[[ Given entries open ]]

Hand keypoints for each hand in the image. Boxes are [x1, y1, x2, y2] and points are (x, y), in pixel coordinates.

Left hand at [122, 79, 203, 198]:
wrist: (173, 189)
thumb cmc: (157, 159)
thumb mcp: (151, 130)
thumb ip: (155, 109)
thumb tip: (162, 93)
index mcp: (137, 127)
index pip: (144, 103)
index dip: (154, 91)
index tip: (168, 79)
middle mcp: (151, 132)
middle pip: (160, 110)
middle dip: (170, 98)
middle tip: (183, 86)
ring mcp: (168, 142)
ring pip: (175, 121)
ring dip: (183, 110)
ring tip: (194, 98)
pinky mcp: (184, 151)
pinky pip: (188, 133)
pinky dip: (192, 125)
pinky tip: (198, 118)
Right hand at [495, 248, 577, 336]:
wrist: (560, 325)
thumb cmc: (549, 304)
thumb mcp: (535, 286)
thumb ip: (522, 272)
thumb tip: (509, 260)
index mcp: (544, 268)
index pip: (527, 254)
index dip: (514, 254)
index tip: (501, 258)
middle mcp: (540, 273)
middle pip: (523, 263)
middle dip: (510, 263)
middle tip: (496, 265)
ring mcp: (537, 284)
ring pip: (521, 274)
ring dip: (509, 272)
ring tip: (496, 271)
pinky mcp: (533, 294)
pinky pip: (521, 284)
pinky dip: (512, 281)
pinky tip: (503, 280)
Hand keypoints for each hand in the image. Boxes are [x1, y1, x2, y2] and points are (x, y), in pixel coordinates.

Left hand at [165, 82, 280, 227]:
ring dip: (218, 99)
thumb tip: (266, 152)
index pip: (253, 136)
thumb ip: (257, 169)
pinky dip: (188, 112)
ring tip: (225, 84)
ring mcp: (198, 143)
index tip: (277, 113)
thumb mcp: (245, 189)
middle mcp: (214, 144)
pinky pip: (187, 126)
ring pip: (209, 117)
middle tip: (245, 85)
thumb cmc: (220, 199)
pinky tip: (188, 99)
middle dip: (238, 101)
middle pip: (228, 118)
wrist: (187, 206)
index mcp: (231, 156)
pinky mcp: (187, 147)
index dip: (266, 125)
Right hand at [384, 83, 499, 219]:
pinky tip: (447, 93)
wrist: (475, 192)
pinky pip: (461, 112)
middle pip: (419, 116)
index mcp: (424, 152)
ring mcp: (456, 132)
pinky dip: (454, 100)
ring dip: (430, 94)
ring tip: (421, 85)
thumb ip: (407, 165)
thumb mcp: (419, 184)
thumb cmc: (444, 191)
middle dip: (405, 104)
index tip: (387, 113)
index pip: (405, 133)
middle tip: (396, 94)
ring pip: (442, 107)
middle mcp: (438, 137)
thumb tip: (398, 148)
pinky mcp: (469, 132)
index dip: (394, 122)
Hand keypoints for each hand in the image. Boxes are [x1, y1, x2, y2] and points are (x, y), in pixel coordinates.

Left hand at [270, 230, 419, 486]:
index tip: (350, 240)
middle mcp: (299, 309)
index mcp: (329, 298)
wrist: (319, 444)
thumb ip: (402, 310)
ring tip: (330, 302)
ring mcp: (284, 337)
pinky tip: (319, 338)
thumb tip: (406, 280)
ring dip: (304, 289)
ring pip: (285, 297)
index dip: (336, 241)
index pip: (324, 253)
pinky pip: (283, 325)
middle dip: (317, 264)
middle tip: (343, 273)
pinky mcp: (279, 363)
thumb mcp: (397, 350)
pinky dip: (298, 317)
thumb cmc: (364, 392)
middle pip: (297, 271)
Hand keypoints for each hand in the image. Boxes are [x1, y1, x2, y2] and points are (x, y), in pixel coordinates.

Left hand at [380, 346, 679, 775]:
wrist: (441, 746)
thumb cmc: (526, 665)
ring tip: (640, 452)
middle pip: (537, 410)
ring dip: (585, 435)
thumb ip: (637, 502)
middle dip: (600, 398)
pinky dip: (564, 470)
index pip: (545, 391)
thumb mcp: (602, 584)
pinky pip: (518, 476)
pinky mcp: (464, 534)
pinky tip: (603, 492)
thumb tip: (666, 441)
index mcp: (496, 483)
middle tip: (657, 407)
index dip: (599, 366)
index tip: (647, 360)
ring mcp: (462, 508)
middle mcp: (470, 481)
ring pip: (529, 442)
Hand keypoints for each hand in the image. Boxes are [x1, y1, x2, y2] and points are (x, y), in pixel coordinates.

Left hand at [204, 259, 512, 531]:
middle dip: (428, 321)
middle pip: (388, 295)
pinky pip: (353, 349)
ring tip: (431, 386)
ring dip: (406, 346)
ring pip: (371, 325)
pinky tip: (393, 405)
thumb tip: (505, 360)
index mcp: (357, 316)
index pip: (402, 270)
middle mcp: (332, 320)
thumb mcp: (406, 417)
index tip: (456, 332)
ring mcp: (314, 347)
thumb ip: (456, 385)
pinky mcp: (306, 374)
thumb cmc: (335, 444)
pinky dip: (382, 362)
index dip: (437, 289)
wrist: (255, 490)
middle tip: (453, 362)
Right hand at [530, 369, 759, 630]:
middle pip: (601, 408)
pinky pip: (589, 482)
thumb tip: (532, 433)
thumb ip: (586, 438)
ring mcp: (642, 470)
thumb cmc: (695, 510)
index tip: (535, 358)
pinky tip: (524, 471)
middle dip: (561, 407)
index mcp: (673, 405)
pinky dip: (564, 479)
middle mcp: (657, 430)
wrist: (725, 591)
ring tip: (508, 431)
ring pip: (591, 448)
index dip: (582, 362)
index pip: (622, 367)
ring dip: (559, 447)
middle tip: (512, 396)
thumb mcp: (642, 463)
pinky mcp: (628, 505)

[[ Given entries closed ]]
[[ Given entries open ]]

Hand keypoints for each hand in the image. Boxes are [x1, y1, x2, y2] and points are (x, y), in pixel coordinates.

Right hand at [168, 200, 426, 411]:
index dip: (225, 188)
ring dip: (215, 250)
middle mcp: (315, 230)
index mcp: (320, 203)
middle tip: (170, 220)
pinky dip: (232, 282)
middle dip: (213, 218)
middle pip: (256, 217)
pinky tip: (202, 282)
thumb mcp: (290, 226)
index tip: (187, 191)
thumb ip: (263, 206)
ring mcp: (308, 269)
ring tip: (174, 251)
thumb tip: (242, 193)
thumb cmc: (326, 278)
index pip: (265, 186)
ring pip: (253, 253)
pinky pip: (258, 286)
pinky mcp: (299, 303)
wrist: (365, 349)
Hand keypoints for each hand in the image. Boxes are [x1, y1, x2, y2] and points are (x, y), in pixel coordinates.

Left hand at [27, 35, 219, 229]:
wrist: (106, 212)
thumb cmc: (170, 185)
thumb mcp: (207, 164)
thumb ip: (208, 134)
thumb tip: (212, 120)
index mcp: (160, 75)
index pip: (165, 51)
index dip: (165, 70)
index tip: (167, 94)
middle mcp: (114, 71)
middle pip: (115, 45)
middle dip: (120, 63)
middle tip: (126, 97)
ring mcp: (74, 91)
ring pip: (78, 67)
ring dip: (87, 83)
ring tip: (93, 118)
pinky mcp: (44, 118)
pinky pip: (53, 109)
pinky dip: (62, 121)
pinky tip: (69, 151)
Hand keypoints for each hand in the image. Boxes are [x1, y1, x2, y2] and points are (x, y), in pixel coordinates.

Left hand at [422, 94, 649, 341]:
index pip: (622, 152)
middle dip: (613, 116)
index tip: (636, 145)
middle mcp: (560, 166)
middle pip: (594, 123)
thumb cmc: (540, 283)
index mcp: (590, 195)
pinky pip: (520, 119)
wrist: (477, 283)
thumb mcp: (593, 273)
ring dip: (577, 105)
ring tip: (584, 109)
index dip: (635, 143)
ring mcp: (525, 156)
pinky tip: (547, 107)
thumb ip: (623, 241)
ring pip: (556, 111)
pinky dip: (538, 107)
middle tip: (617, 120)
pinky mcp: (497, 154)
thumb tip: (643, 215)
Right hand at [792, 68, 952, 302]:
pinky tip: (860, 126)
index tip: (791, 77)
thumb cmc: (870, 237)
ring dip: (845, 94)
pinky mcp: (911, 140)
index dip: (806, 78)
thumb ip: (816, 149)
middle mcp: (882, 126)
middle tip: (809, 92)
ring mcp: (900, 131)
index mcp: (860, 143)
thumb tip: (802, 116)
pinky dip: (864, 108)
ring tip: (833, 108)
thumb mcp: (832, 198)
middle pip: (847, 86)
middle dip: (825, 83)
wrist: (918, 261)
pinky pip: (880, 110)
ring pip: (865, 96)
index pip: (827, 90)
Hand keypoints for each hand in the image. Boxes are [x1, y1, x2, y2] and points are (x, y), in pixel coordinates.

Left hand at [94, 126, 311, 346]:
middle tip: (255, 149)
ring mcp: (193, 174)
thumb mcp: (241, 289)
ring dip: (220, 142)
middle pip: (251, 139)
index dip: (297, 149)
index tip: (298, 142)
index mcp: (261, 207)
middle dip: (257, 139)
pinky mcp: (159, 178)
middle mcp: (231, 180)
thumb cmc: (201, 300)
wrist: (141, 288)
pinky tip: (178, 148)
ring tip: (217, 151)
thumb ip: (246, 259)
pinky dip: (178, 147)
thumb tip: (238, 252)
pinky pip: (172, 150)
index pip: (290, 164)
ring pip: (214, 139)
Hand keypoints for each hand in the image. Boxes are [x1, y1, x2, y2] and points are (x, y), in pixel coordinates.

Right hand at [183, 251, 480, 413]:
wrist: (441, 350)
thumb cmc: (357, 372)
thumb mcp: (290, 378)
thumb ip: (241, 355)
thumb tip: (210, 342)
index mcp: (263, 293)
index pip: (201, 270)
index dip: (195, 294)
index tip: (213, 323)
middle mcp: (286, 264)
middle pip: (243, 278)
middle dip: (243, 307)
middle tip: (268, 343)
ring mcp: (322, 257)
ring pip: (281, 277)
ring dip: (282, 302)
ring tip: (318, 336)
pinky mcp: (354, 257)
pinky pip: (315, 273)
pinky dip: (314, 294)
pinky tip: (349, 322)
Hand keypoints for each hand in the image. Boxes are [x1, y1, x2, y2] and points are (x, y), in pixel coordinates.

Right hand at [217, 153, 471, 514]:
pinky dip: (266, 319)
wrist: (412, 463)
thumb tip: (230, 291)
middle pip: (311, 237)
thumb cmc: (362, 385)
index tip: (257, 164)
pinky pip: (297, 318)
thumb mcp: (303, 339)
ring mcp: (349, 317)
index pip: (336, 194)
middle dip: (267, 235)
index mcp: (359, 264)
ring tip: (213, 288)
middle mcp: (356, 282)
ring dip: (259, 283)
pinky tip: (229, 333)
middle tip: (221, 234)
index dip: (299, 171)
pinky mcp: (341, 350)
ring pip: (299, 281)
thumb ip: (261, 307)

[[ Given entries closed ]]
[[ Given entries open ]]

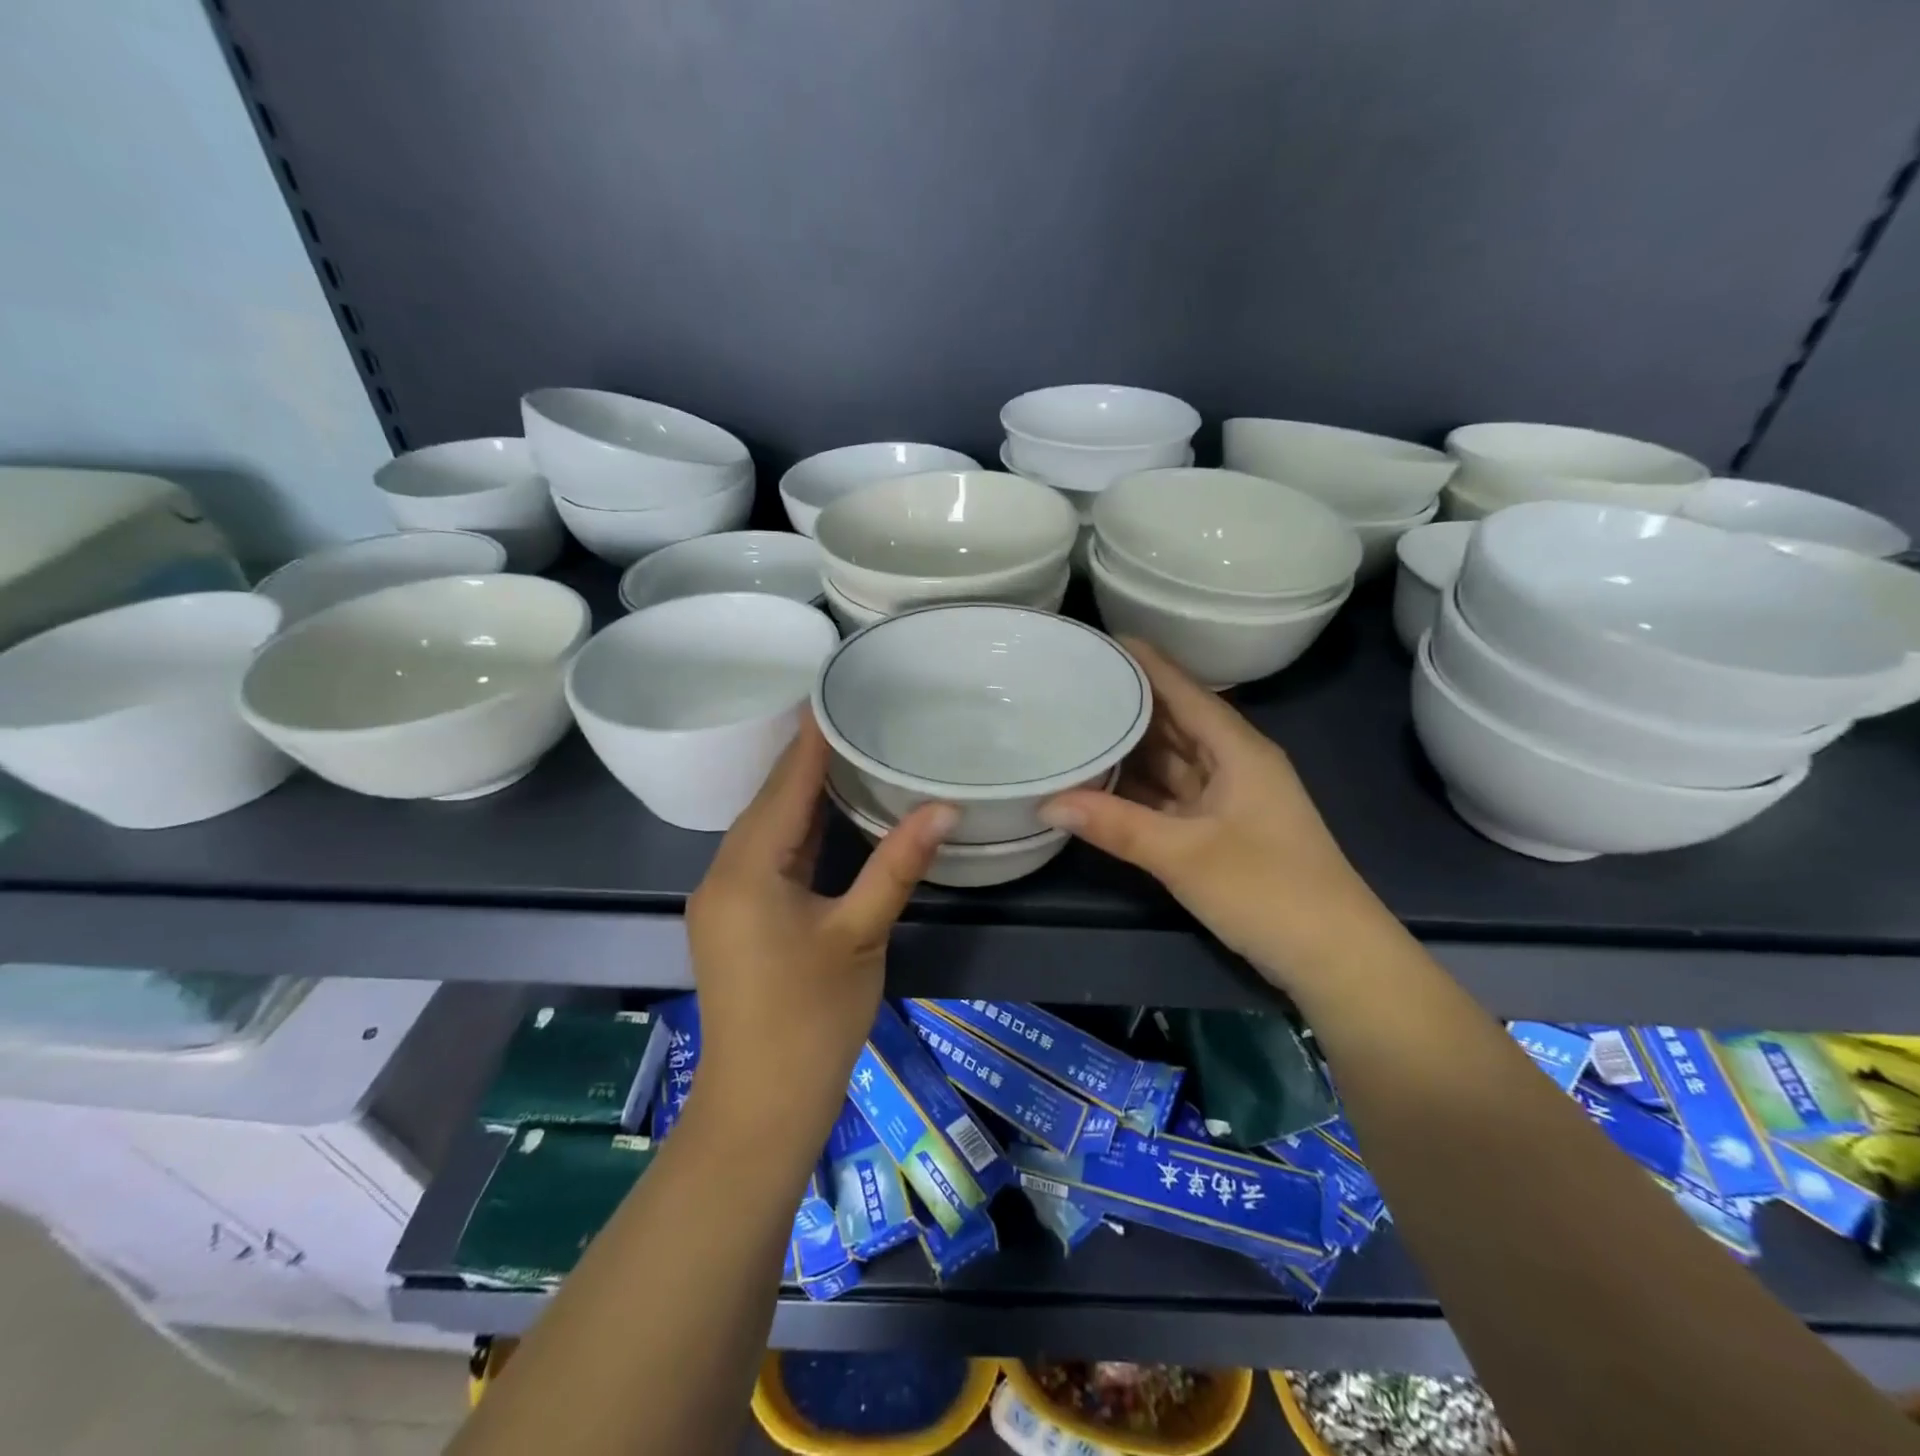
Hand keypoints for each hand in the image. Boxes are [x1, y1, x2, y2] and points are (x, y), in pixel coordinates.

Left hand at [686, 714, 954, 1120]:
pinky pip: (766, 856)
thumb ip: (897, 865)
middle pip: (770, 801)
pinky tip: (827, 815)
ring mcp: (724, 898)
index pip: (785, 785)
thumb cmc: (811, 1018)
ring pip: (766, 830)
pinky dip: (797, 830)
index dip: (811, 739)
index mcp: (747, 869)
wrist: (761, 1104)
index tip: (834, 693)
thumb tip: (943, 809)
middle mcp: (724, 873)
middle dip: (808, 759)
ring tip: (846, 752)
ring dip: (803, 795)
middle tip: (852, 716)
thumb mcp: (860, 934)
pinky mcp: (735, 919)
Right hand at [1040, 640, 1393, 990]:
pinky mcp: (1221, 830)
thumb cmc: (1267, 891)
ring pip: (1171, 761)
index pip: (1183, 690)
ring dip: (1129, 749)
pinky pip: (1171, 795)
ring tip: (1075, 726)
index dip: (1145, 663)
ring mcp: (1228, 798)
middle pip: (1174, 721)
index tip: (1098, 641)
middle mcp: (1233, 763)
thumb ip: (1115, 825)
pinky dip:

[[ Given entries closed ]]

Problem to solve:
Please give again the lines above between the line holding "ring dip: (259, 283)" and the line holding "thumb ip: (261, 307)", inclusive, exactly as they are and with nothing added.

Response to the task:
ring dip: (259, 283)
pinky tip: (229, 333)
middle tip: (221, 234)
index dip: (299, 171)
pinky mcp: (341, 350)
ring pip: (299, 281)
thumb ip: (261, 307)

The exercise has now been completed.